• _Records for this exercise_:
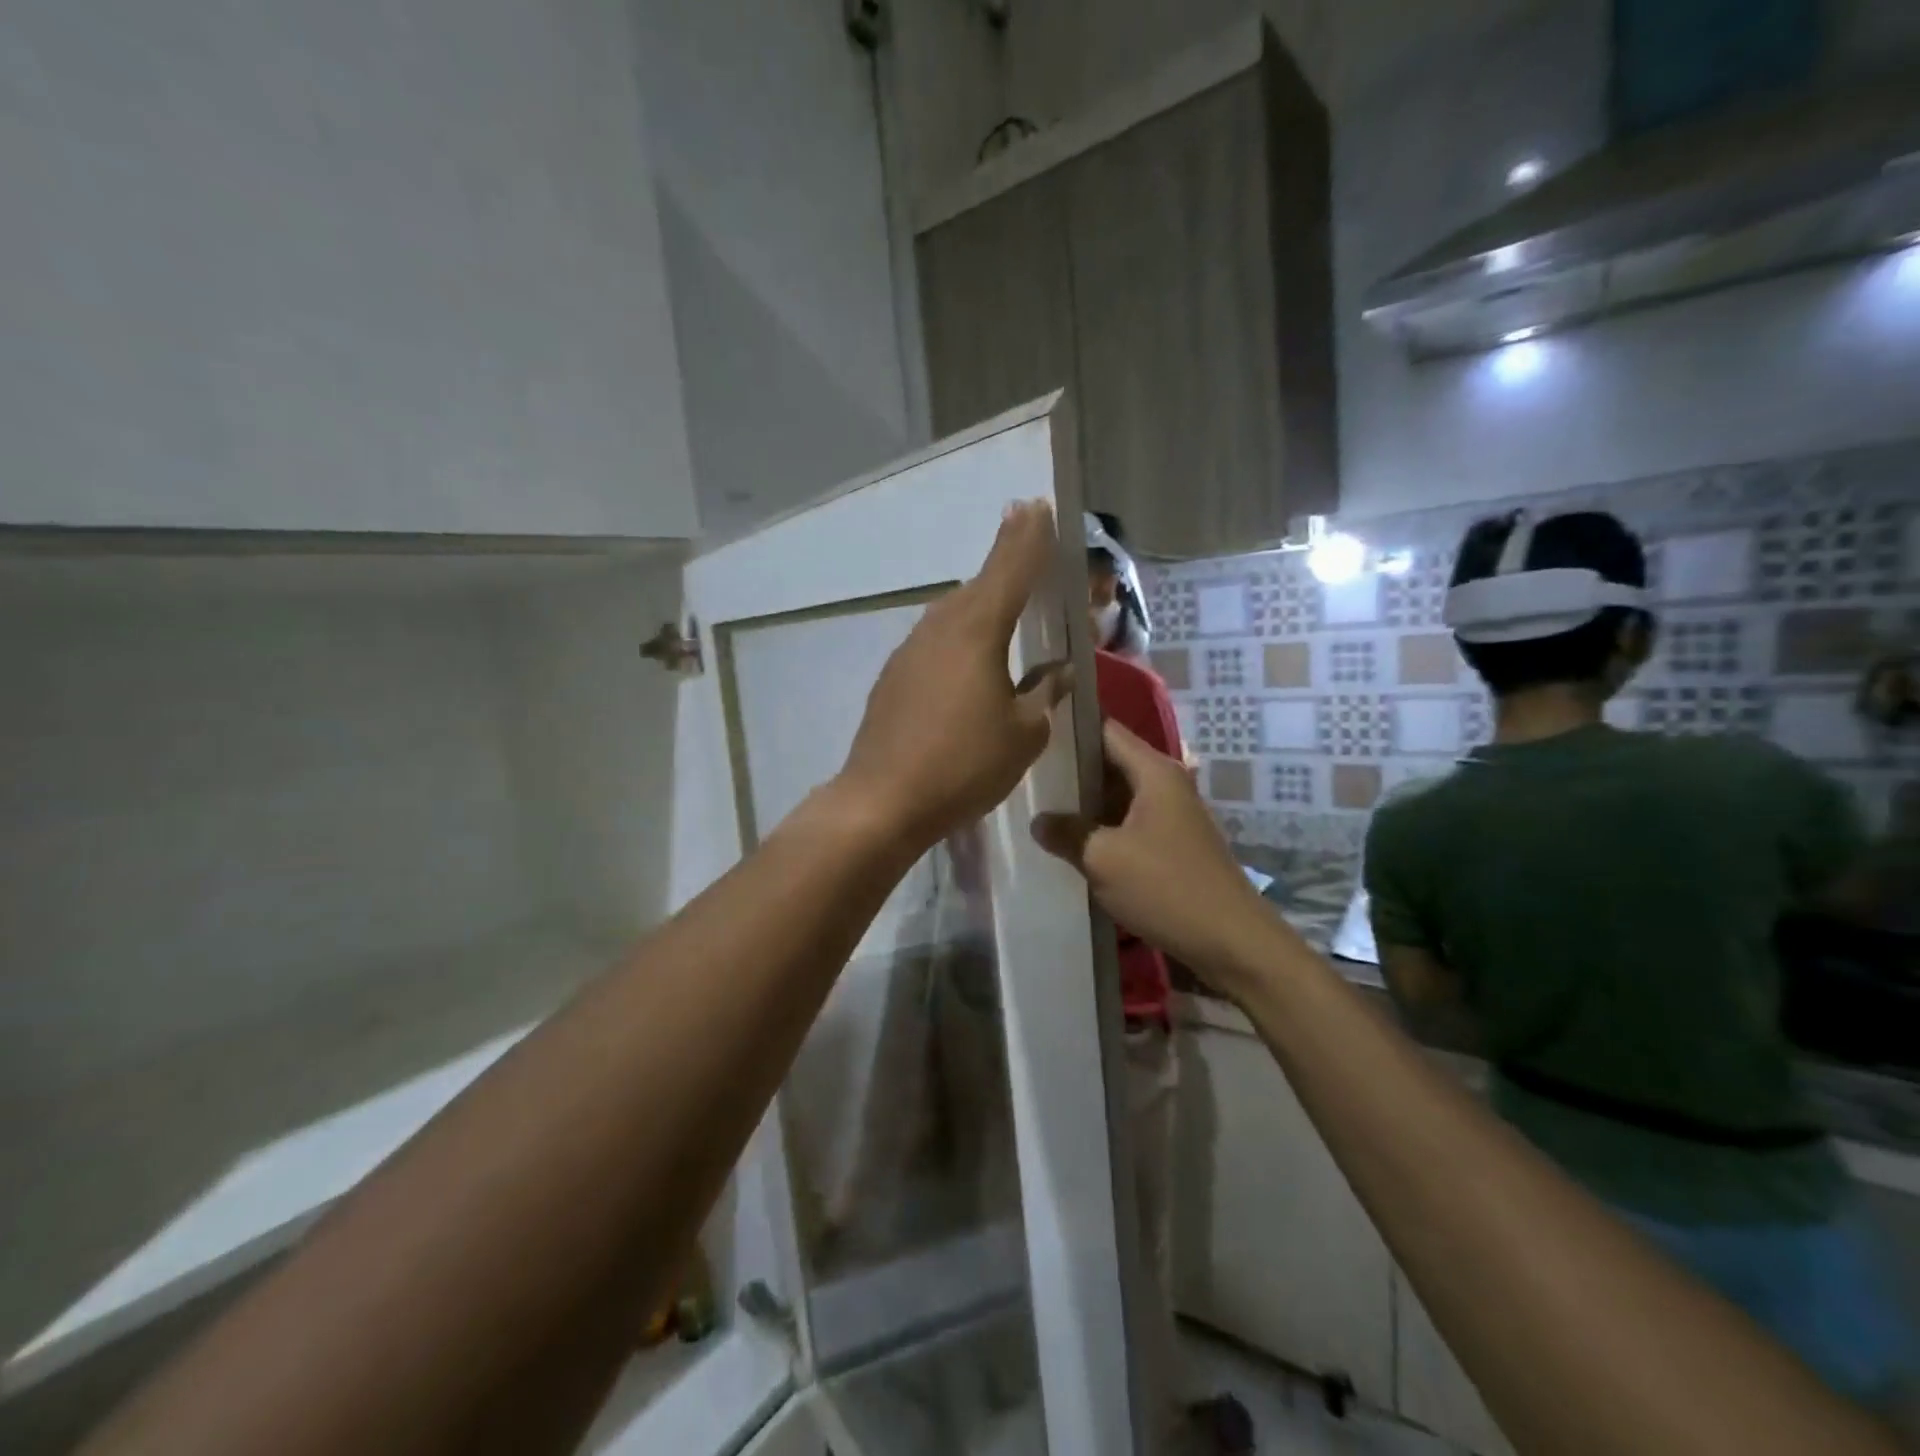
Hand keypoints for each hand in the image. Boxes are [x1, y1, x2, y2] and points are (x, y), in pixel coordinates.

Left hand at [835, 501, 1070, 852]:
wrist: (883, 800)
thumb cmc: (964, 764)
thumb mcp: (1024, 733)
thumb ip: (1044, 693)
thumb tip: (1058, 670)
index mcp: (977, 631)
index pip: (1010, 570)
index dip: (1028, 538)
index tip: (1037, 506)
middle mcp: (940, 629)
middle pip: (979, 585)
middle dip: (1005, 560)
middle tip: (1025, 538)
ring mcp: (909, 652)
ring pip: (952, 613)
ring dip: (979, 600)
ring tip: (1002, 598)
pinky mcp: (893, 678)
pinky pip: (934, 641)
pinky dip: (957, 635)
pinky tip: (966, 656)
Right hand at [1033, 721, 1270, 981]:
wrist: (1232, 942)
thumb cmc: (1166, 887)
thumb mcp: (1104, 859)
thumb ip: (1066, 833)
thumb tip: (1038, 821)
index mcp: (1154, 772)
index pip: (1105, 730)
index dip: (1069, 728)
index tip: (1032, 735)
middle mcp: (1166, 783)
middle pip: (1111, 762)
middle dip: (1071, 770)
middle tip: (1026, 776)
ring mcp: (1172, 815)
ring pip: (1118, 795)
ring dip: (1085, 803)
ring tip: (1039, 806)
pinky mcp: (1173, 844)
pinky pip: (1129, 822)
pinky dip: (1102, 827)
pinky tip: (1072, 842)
==
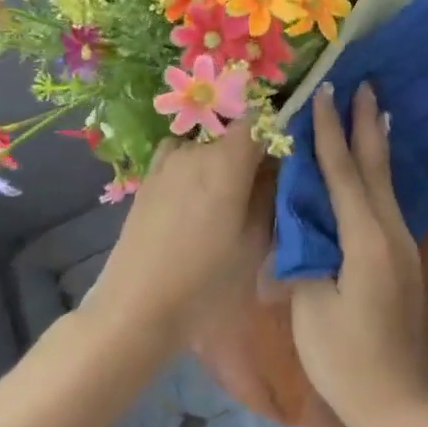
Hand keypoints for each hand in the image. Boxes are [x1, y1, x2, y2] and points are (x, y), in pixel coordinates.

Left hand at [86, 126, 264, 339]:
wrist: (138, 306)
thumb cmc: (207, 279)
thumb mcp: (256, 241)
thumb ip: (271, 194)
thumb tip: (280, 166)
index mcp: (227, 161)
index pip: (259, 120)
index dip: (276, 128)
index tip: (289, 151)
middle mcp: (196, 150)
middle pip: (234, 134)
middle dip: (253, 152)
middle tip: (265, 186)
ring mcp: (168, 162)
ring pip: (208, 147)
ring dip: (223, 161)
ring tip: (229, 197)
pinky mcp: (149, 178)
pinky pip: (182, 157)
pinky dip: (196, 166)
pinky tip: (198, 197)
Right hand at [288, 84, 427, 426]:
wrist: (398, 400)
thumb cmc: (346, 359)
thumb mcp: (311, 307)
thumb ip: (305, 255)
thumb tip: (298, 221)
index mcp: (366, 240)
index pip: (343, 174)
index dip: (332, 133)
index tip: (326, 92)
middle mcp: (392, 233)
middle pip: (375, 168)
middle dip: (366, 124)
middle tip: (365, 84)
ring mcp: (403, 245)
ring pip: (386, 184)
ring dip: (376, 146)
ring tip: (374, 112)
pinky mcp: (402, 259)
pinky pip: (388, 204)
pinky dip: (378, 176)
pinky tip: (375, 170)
...
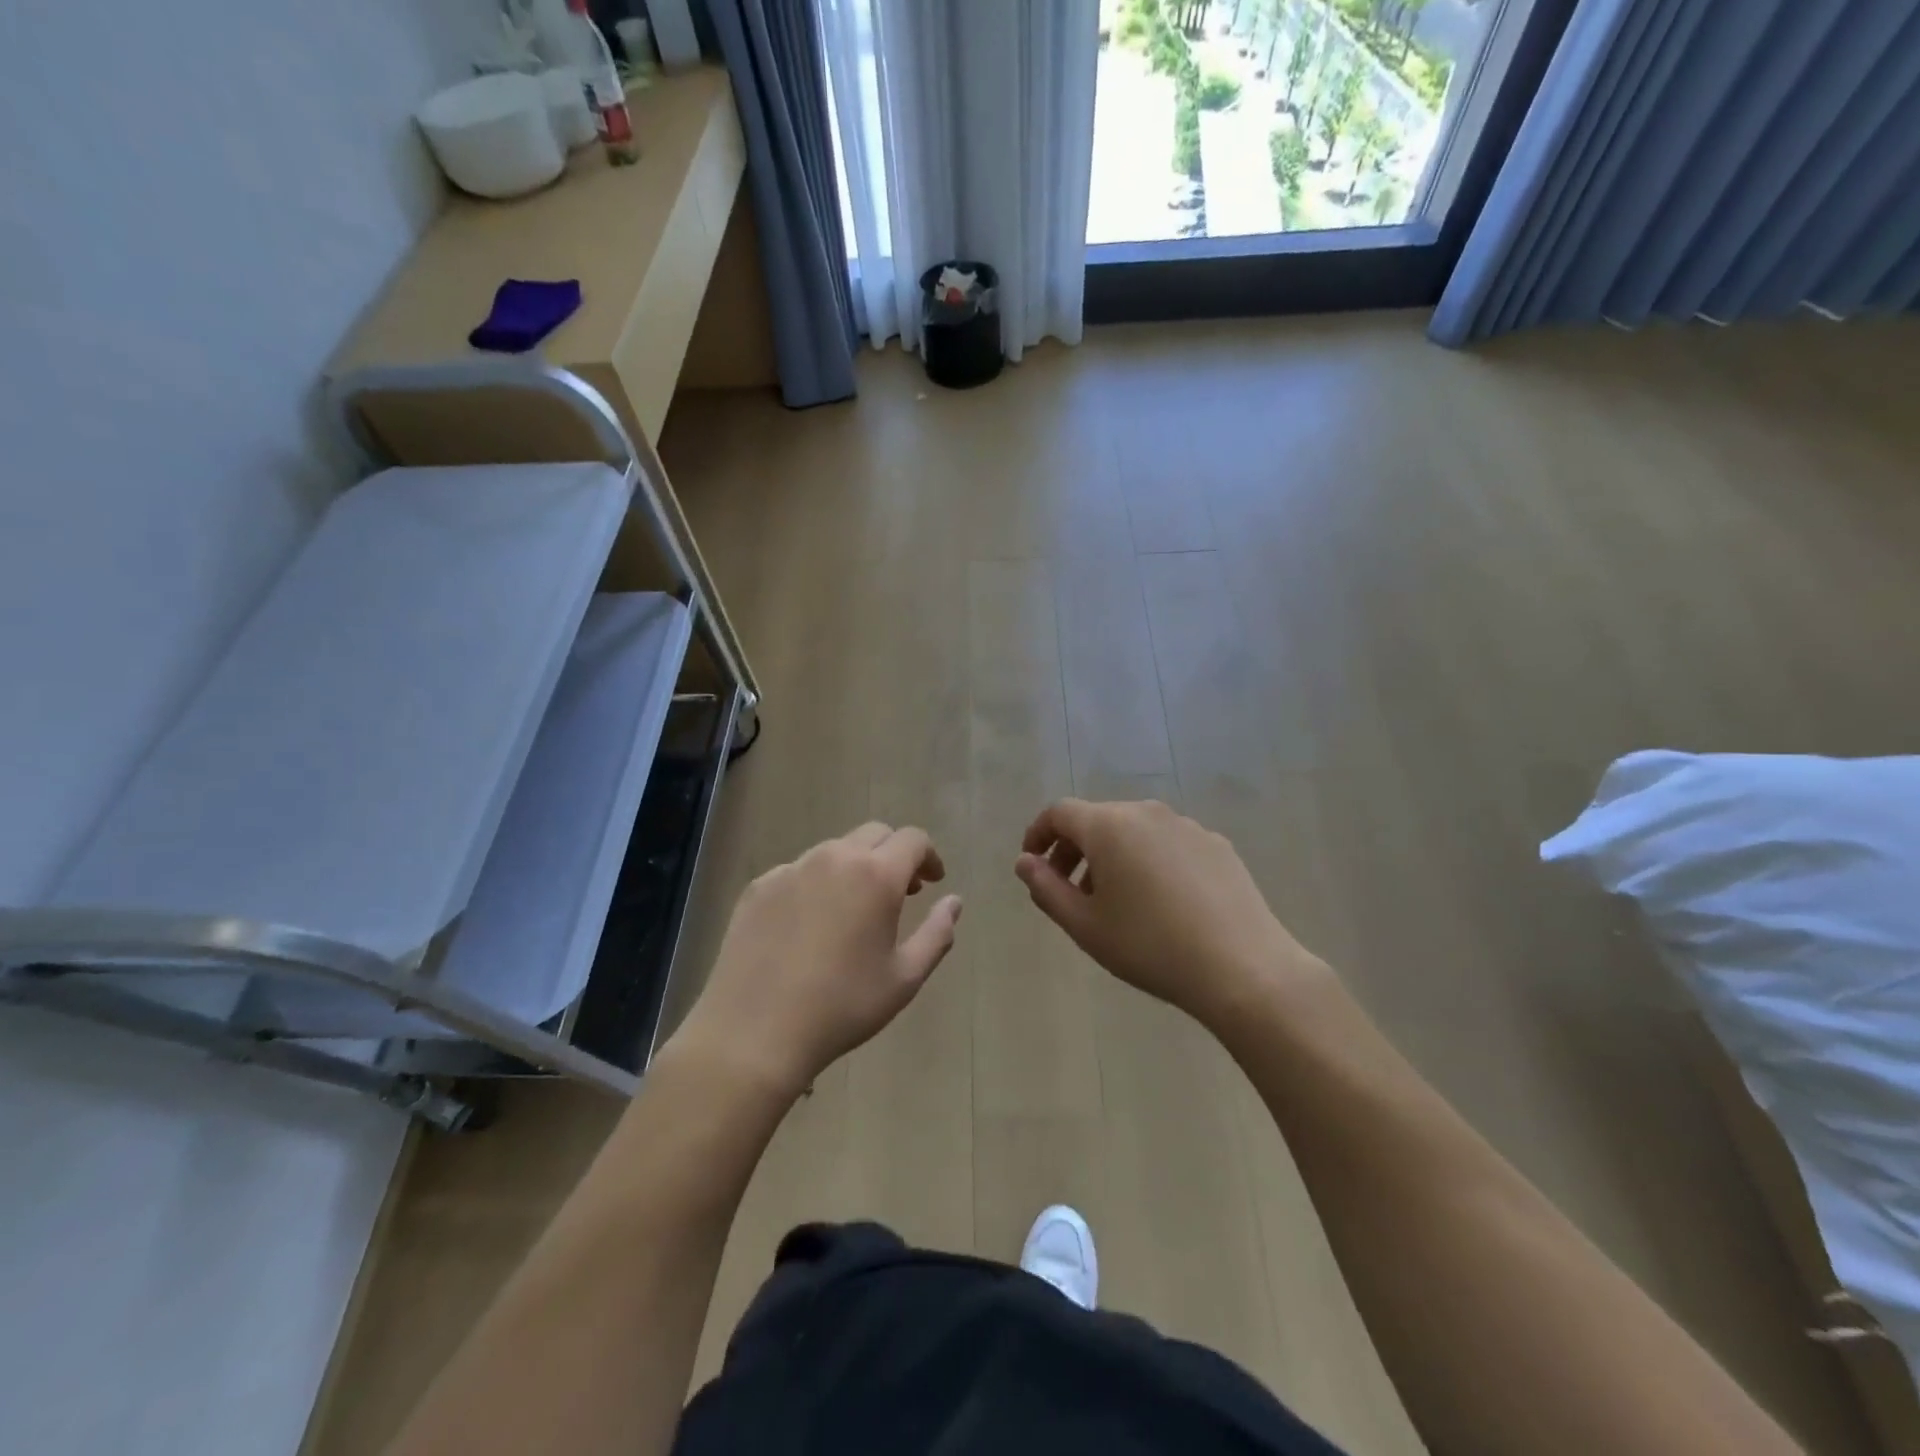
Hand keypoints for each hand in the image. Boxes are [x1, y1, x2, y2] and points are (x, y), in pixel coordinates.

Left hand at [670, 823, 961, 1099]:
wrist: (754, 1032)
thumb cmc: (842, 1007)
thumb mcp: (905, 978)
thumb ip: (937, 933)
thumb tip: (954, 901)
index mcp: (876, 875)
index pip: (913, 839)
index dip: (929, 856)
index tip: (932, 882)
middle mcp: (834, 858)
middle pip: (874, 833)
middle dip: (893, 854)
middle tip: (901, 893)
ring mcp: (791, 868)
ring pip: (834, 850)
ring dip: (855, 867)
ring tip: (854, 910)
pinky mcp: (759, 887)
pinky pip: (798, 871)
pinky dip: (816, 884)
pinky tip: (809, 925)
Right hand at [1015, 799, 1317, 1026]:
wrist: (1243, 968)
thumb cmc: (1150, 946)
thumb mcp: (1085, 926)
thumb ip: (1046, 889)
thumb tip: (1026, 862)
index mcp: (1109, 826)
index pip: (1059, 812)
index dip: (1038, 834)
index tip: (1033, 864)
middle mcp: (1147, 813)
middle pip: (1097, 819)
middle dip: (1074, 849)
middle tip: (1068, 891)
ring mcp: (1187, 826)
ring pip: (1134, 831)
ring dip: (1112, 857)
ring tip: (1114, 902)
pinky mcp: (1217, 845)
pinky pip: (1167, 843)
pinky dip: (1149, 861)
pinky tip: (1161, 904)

• _Task objective_: Among the lines above, repeat exactly those from the line with "ring mcp: (909, 652)" to the line with "index dip: (1069, 728)", counting both ends.

• _Answer section_:
ring mcp: (909, 652)
ring pip: (952, 613)
ring dip: (979, 600)
ring tip: (1002, 598)
pinky mcp: (893, 678)
pinky pip: (934, 641)
pinky dip: (957, 635)
pinky tip: (966, 656)
Right hand at [1033, 721, 1270, 981]:
wrist: (1232, 942)
thumb cmc: (1166, 887)
thumb mcp: (1104, 859)
thumb ip: (1066, 833)
thumb tip: (1038, 821)
index mcp: (1154, 772)
index pip: (1105, 730)
index dip: (1069, 728)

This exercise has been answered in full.